Alternative ETFs and Risk-Adjusted Performance
NEW YORK ( ETF Expert) -- In this commentary, I am choosing to look at some alternative asset exchange-traded funds. They are often misunderstood, rarely discussed in detail and they may go the furthest toward reducing overall portfolio risk.
If the "fit hits the shan" the way it did in the financial collapse of 2008, then most asset classes (e.g., most stock types, most bond types, most REITs, most currencies, most commodities, etc.) could depreciate significantly. Alternative assets may or may not do much better, but when it comes to a world where the Fed is likely to remain exceptionally accommodative, "alt assets" are worthy of discussion.
Here are three exchange-traded investments for tapping into a world of alternative possibilities:
1. ETRACS Wells Fargo Business Development Company Index Note (BDCS). Business Development Companies (BDCs) are similar to venture capitalists and private equity firms. In particular, there are roughly 30 or more publicly traded corporations that engage in lending at high yield rates to smaller up-n-comers; BDCs often garner equity stakes as well.The Securities and Exchange Commission requires these BDCs to invest 70% of assets in U.S. companies, while distributing a minimum of 90% of taxable income in the form of dividends. Those distributions often lead to annual yields in the 7%-9% range for shareholders. Not surprisingly, there are exchange-traded vehicles for BDCs. The unleveraged ETN from UBS E-TRACS, ticker symbol BDCS, is a means for accessing the alternative asset class.
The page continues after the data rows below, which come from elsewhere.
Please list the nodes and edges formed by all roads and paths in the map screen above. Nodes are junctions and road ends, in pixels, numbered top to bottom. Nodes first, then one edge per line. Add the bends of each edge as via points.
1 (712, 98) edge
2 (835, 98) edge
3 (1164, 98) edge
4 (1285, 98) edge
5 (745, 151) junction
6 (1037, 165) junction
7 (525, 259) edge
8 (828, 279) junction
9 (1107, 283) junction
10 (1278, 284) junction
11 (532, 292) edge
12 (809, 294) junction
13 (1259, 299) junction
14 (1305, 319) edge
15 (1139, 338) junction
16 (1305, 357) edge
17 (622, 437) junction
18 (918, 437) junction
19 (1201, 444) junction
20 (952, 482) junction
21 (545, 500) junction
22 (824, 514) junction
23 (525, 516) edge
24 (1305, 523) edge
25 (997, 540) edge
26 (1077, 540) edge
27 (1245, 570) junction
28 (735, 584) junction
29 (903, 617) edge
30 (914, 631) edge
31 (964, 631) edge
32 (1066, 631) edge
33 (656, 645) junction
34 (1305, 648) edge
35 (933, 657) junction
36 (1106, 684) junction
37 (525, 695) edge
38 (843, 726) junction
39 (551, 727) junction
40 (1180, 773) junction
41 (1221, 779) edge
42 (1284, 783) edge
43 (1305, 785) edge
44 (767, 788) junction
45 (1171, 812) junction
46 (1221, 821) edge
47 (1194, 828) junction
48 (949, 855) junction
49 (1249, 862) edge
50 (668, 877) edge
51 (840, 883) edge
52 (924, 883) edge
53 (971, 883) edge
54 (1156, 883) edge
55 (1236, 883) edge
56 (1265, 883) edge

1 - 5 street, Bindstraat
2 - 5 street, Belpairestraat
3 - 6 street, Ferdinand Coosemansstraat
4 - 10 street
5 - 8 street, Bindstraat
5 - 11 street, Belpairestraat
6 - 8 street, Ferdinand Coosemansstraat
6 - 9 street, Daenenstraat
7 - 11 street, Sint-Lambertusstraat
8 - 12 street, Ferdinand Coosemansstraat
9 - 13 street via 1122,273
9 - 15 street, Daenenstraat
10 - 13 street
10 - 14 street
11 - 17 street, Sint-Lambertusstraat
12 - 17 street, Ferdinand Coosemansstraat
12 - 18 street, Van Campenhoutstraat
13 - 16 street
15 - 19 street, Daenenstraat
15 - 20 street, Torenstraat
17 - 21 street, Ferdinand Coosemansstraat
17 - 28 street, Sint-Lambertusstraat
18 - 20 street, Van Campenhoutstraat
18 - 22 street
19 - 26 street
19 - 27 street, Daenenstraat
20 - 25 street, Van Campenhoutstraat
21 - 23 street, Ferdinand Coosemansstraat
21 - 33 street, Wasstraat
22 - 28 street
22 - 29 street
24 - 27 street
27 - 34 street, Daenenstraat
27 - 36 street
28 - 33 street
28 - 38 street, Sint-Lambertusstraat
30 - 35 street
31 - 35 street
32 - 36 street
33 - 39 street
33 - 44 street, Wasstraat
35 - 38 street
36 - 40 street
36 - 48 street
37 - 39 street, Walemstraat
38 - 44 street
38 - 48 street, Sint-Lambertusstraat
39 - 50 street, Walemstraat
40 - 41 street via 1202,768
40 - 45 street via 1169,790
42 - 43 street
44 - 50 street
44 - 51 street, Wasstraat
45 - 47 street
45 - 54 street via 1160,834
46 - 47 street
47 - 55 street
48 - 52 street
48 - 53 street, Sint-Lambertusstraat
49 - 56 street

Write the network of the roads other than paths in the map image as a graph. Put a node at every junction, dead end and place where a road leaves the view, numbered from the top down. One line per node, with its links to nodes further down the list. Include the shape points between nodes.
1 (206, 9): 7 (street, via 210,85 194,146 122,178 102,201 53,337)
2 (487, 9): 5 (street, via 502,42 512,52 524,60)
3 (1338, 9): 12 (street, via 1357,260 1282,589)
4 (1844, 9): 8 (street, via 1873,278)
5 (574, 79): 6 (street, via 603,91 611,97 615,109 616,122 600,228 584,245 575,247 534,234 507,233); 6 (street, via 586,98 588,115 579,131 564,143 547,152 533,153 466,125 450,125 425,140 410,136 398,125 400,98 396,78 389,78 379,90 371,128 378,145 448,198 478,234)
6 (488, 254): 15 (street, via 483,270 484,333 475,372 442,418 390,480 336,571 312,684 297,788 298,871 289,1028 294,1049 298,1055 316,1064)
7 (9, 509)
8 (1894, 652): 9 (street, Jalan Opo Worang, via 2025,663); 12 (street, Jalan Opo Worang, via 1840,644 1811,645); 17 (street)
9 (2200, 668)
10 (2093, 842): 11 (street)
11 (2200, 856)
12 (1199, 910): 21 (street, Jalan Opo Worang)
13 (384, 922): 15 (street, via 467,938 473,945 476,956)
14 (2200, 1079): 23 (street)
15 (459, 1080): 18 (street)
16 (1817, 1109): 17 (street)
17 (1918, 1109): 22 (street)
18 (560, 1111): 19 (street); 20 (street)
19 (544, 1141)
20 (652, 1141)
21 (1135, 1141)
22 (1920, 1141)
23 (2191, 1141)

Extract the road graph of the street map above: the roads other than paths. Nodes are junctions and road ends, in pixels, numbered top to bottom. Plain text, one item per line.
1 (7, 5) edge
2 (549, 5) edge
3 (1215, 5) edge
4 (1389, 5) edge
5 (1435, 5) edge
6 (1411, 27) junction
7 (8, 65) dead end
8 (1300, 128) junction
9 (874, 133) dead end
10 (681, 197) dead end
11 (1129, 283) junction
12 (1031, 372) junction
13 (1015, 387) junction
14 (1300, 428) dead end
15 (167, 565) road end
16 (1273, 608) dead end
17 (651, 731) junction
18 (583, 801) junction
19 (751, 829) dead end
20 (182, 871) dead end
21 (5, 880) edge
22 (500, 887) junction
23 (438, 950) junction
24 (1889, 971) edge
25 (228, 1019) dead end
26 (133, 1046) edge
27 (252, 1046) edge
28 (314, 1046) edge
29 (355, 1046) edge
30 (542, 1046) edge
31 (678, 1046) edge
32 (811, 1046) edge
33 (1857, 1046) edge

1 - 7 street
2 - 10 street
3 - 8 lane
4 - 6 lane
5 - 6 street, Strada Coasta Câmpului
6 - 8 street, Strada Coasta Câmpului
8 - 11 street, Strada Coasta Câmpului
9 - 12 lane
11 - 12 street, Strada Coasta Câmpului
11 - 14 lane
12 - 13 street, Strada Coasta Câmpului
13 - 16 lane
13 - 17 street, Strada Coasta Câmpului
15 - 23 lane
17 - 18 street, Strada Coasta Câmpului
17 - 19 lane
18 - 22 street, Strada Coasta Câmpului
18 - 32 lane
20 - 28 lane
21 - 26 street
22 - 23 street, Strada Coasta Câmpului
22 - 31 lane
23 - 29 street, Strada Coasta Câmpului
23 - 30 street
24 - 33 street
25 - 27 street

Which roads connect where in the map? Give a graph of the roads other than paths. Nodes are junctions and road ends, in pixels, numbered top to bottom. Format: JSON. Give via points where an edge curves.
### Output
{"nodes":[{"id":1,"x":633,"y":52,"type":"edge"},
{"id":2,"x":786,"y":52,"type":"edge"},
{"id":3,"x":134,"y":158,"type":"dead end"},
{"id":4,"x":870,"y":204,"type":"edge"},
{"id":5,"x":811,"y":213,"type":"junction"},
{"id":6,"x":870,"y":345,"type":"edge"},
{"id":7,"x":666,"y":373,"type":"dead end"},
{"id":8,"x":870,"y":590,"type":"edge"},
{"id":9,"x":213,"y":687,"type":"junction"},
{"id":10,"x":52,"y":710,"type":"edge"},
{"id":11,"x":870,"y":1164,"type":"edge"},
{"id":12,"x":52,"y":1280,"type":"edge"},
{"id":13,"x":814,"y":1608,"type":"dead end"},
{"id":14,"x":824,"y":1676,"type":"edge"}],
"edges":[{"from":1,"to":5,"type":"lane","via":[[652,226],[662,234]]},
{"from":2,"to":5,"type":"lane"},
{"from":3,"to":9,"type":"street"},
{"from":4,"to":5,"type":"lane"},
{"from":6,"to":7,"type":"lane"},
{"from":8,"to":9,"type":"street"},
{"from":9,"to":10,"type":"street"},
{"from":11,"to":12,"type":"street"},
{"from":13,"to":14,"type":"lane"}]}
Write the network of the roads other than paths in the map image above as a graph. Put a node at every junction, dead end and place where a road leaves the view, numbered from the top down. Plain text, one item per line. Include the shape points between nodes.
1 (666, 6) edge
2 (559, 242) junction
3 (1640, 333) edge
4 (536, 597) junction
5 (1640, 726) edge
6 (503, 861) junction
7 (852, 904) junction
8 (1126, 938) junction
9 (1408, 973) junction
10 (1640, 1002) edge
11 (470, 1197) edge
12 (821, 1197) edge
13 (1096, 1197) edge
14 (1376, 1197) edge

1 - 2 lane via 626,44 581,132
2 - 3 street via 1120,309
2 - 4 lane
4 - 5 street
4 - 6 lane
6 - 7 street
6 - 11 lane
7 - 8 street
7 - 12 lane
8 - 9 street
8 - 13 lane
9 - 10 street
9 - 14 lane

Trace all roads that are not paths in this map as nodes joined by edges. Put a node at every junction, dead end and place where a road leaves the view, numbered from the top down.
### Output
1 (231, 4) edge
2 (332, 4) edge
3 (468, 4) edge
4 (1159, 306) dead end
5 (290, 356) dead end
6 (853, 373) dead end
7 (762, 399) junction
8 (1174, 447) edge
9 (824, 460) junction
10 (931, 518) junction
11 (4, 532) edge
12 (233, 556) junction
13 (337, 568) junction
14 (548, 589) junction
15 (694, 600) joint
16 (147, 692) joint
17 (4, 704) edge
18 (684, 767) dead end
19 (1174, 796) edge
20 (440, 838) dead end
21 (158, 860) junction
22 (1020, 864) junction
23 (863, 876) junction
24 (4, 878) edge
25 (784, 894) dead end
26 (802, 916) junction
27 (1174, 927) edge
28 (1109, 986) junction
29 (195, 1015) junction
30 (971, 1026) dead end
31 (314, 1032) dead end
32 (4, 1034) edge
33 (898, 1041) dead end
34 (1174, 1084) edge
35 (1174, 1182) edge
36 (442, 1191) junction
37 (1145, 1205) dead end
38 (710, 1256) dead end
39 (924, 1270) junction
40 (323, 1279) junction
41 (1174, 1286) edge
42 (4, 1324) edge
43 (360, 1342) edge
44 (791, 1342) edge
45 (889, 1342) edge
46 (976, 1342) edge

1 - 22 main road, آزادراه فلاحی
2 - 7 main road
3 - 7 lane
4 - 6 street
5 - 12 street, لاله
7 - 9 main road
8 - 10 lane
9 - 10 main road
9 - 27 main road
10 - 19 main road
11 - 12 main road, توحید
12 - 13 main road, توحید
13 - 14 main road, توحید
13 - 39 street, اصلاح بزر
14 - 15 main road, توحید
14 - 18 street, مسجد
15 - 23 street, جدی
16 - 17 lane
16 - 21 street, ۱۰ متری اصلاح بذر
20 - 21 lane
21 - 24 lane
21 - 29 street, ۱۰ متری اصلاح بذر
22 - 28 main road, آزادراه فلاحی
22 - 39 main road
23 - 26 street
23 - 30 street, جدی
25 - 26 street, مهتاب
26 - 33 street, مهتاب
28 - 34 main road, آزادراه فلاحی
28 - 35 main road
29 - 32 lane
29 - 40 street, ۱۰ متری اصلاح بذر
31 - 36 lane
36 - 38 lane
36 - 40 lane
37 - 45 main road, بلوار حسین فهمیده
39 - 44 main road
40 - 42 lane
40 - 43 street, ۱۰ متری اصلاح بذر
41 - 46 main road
Capital appreciation may be a little light in 2013, though the 7% annualized yield is a nice offset; rising interest rates in the May-June period did not hurt BDCS more than the market at large. Moreover, the 50-day moving average has remained above the 200-day moving average since early in 2012. Courtesy of StockCharts.com 2. ProShares Large Cap Core Plus (CSM). Before fees and expenses, CSM pursues the results of Credit Suisse's 130/30 Large Cap Index. The 130/30 paradigm has become increasingly popular in the alternative arena, where an index has total long exposure of 130% and total short exposure of 30%. In this vehicle, the 500 largest stocks comprise the universe where a rules-based ranking system determines which companies will make up the "long" and which will make up the "short."